Action item —
No pictures, nothing altered: return the data below.

Records for processing —

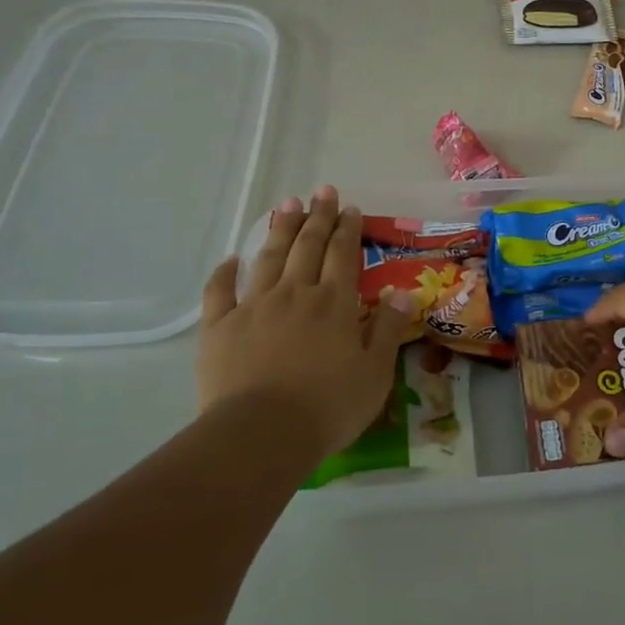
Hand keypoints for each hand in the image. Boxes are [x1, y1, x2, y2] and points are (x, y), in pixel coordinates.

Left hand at [196, 186, 418, 459]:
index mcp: (334, 303)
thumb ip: (388, 329)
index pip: (343, 254)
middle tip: (322, 191)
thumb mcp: (375, 372)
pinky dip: (226, 272)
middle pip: (308, 246)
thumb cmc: (328, 406)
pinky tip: (231, 259)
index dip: (348, 229)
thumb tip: (403, 293)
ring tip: (287, 204)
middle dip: (318, 217)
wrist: (262, 433)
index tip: (350, 207)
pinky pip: (220, 290)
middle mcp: (296, 293)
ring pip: (270, 257)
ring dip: (280, 229)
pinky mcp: (220, 326)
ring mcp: (255, 306)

Completed exercise —
Hand keypoints for each hand in the image. Boxes are [x1, y1, x2, y2] and points are (x, y), in pixel coordinates.

Left hand at [196, 186, 418, 459]:
index mcp: (334, 303)
thumb ip: (388, 329)
index pip: (343, 254)
middle tip: (322, 191)
thumb mcp: (375, 372)
pinky dip: (226, 272)
middle pip: (308, 246)
thumb cmc: (328, 406)
pinky tip: (231, 259)
index dip: (348, 229)
thumb tip: (403, 293)
ring tip: (287, 204)
middle dip: (318, 217)
wrist: (262, 433)
index tip: (350, 207)
pinky pip: (220, 290)
middle mcp: (296, 293)
ring pip: (270, 257)
ring dip: (280, 229)
pinky mcp: (220, 326)
ring mcp: (255, 306)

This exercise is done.